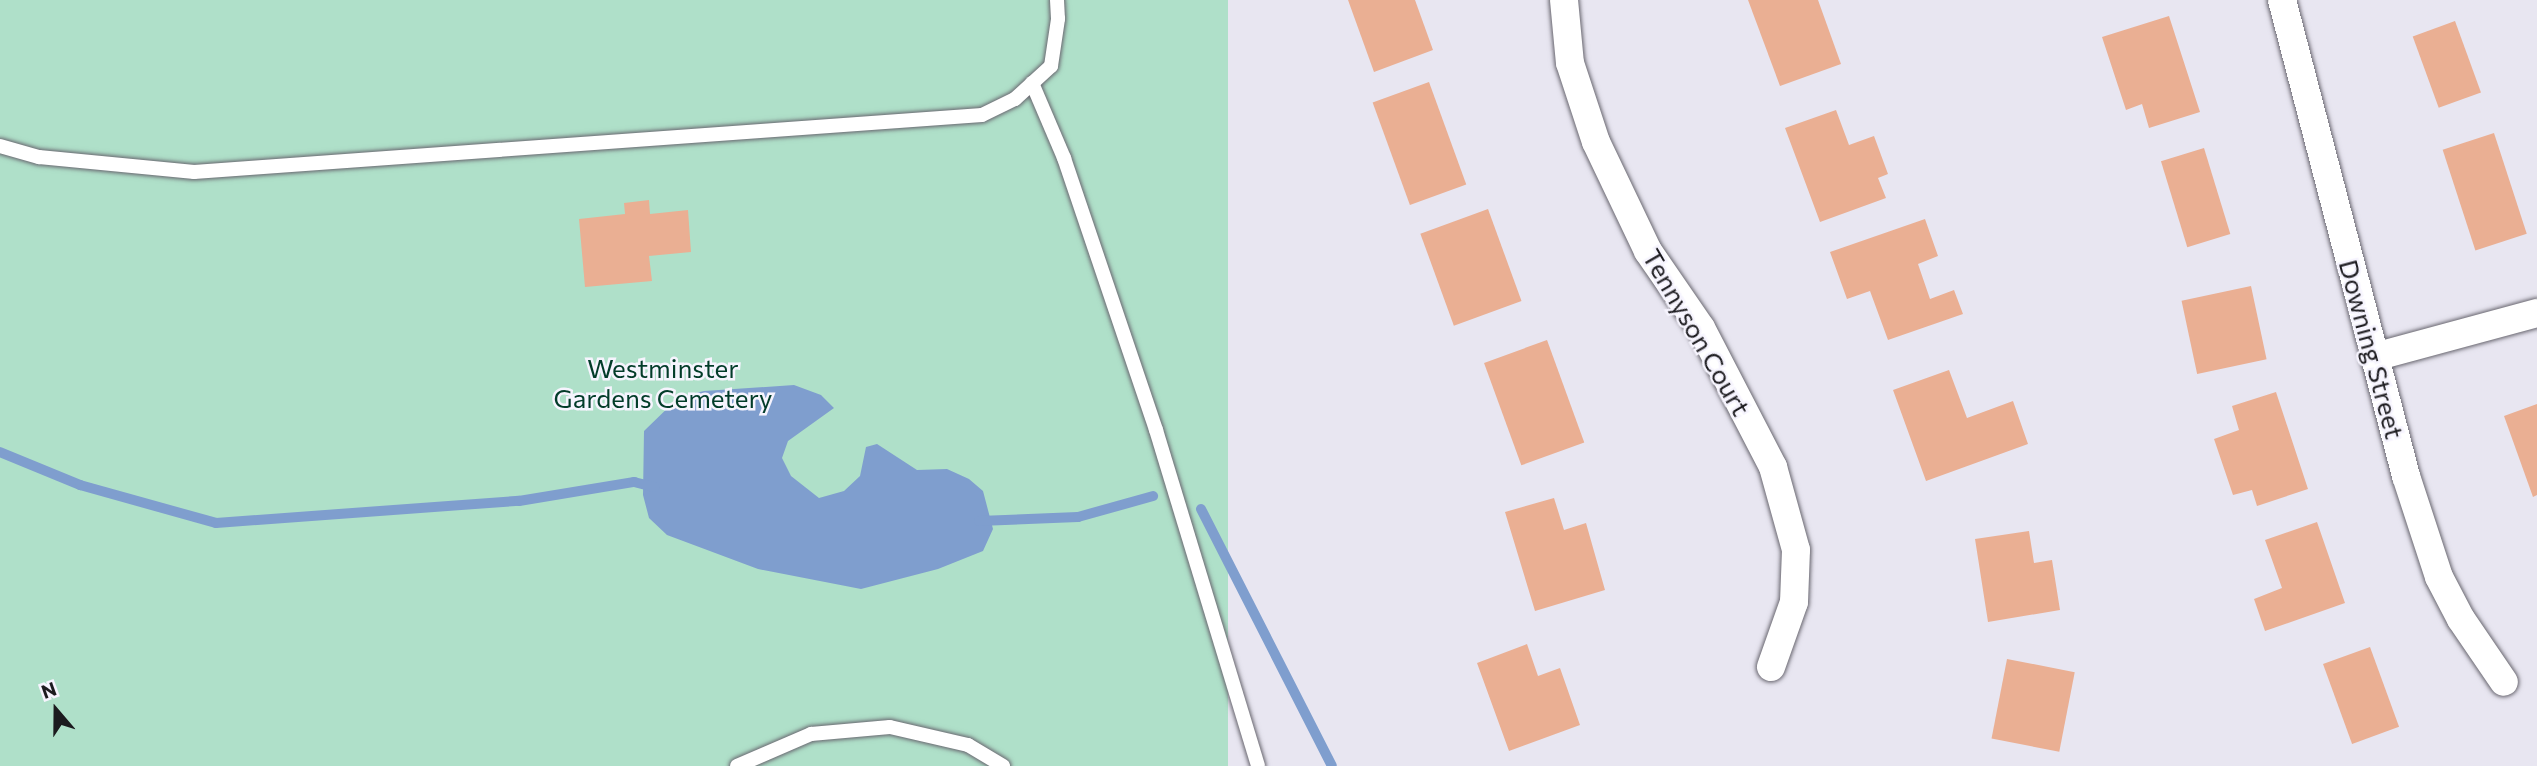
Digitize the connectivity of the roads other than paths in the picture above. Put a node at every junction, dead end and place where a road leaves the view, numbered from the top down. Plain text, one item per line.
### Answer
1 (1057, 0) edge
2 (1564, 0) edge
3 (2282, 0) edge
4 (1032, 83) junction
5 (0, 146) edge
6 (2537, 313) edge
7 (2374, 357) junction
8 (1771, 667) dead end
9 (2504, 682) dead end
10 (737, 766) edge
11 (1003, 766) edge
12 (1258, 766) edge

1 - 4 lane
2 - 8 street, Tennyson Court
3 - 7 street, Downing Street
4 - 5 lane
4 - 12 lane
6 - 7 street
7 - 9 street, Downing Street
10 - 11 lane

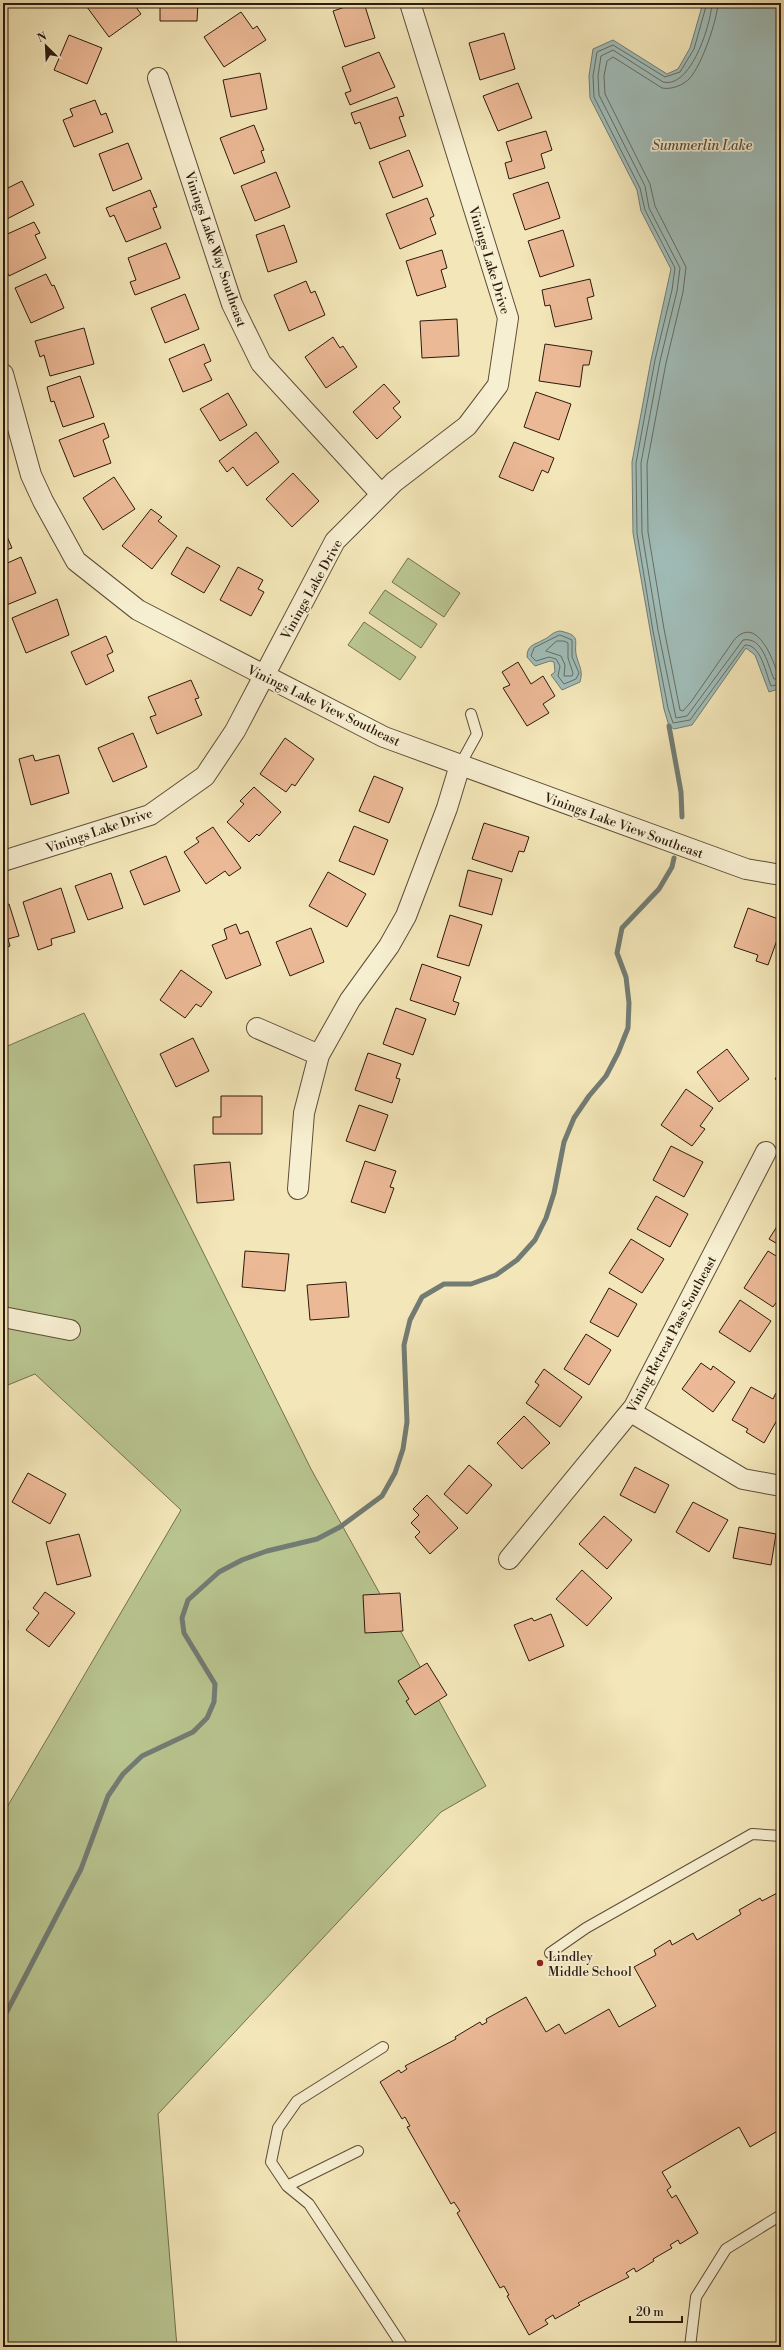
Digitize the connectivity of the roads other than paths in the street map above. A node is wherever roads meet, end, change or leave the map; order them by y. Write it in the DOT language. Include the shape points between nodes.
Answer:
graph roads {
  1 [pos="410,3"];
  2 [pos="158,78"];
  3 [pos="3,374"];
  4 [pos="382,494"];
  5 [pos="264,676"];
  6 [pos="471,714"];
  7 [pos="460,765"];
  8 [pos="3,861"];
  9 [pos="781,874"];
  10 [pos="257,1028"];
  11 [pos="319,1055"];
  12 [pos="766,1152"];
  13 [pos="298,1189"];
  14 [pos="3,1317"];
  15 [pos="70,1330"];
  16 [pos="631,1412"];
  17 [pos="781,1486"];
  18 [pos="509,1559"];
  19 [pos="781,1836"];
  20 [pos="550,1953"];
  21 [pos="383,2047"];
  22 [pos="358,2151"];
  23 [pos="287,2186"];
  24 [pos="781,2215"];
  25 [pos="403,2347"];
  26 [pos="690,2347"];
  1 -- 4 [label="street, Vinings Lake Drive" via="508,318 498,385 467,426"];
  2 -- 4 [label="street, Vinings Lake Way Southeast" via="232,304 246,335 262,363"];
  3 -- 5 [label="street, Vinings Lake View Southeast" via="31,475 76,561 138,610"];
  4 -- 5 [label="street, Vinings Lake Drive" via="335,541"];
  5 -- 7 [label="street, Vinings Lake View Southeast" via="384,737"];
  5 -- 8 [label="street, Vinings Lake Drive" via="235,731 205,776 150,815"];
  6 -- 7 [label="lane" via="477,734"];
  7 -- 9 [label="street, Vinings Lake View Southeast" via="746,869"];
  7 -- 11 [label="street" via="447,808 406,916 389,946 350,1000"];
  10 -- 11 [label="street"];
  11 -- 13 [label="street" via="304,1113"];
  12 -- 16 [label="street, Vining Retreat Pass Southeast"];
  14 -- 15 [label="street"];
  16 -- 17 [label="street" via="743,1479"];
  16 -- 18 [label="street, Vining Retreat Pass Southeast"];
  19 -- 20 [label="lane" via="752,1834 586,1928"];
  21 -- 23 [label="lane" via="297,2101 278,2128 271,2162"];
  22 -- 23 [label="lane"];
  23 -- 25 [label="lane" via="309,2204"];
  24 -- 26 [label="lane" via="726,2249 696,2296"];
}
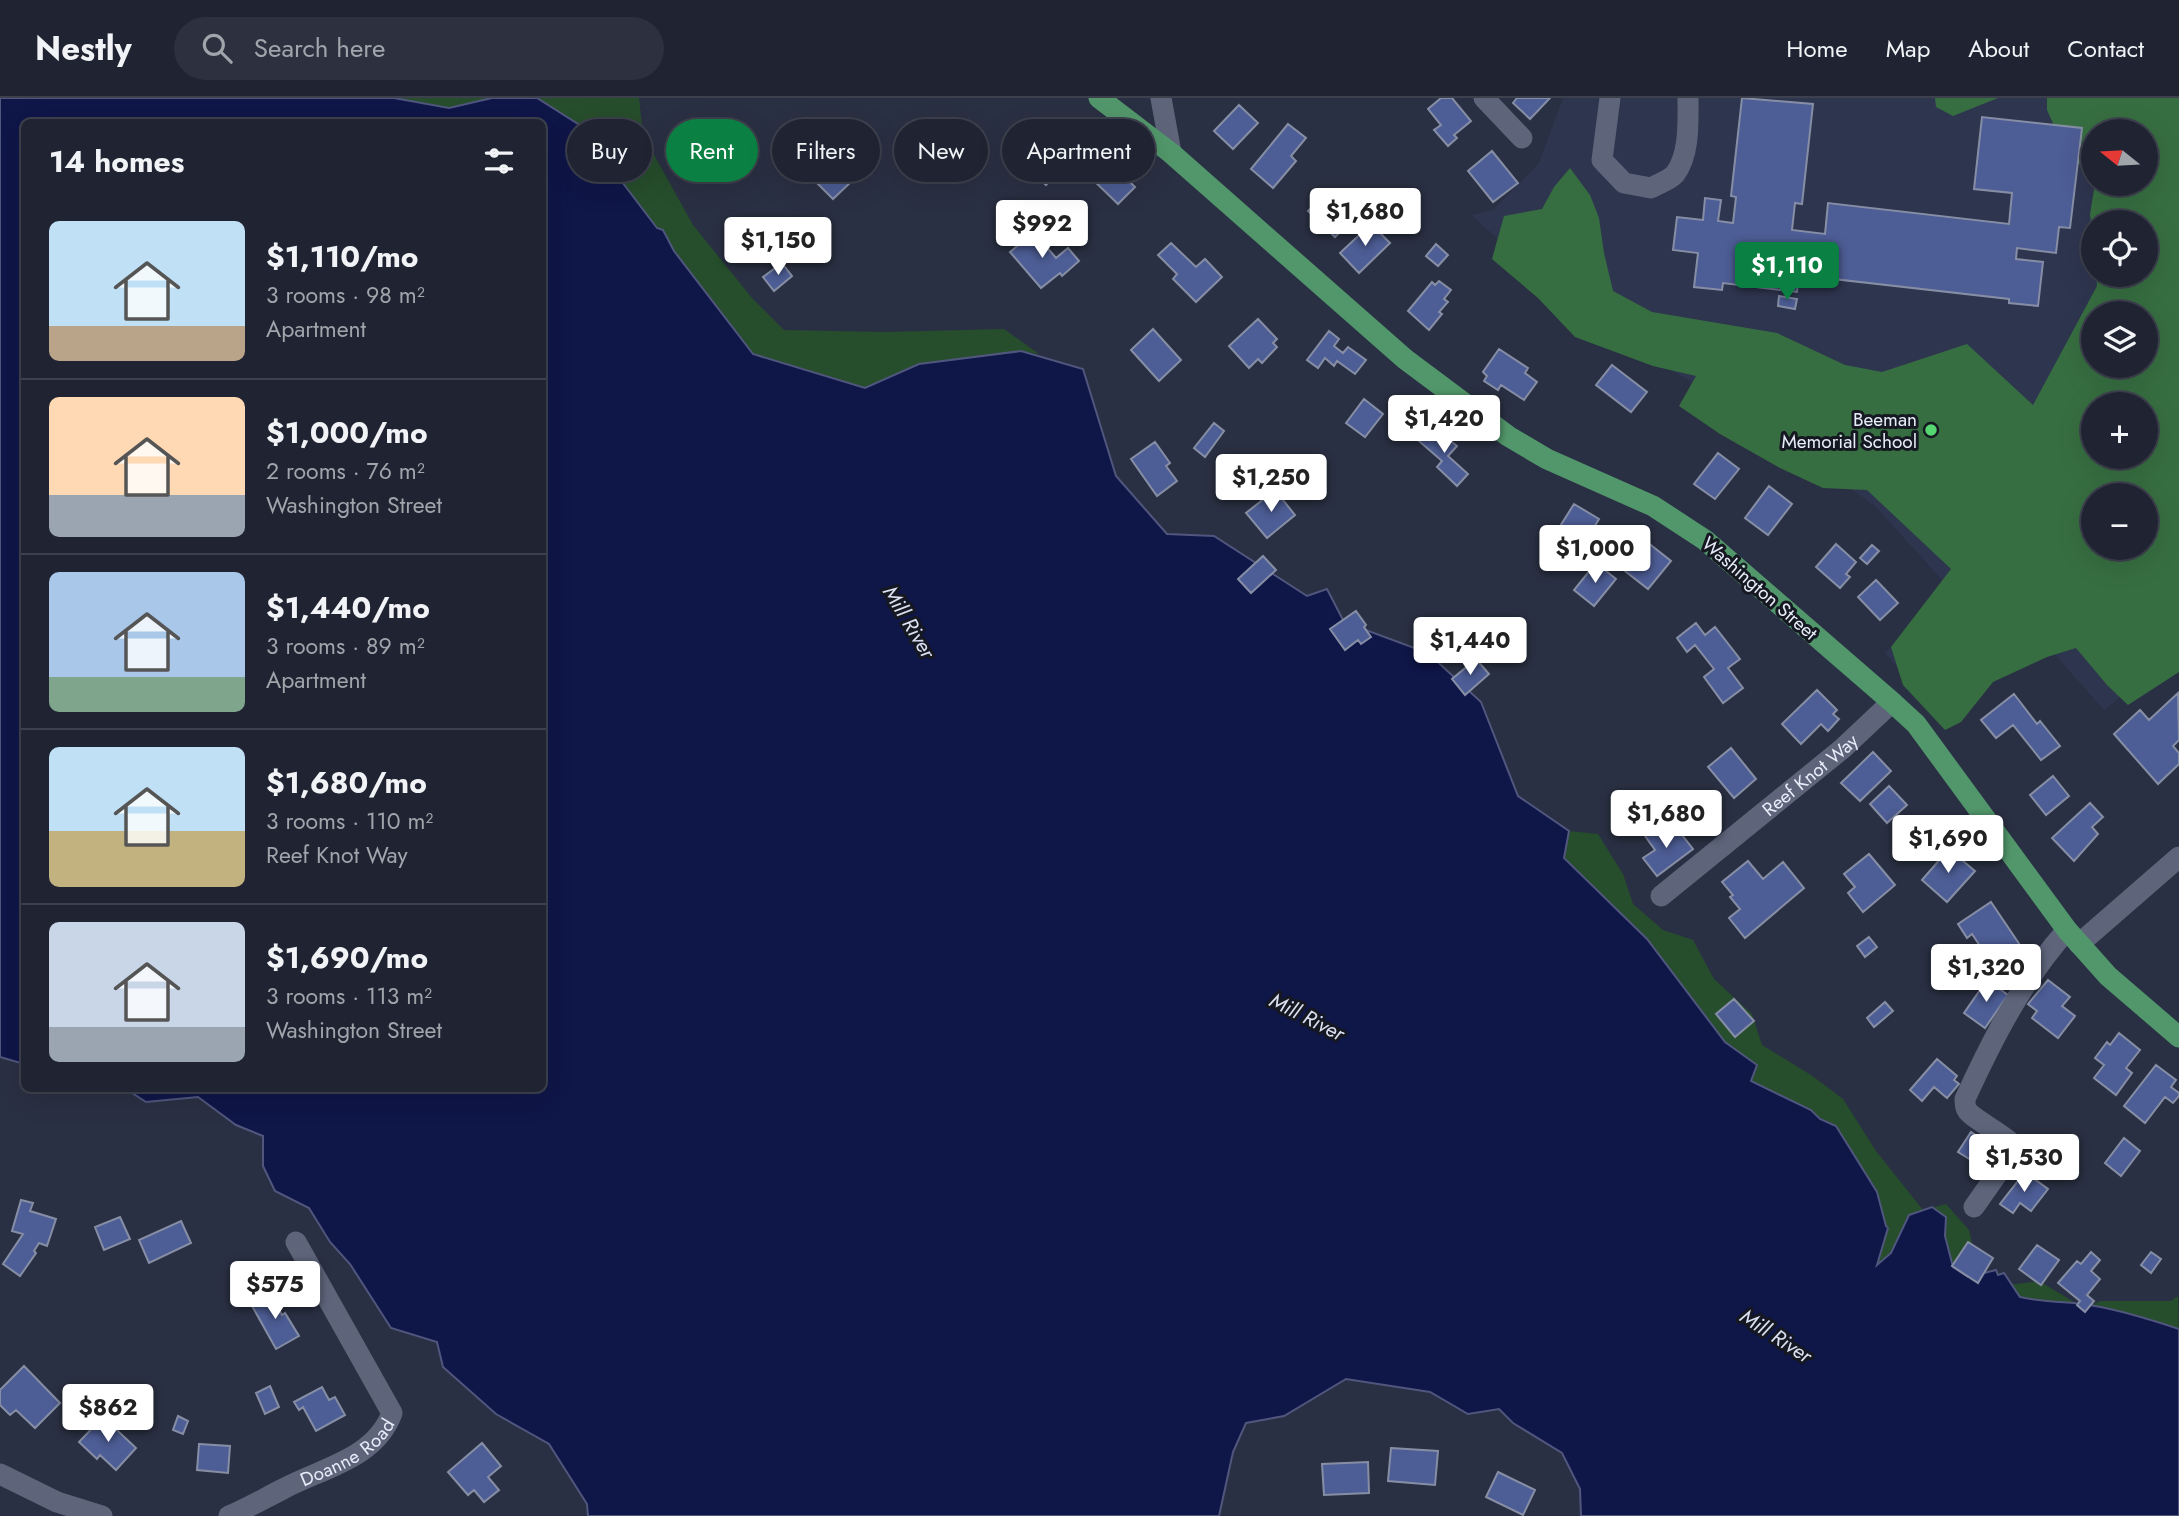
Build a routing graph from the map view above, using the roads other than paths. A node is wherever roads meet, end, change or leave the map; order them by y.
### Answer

+===+

The expected answer is an exact copy of the lines beginning at the one with "Build a routing" and running to the end of the entries above.

Solution to this exercise ->
Build a routing graph from the map view above, using the roads other than paths. A node is wherever roads meet, end, change or leave the map; order them by y.
### Answer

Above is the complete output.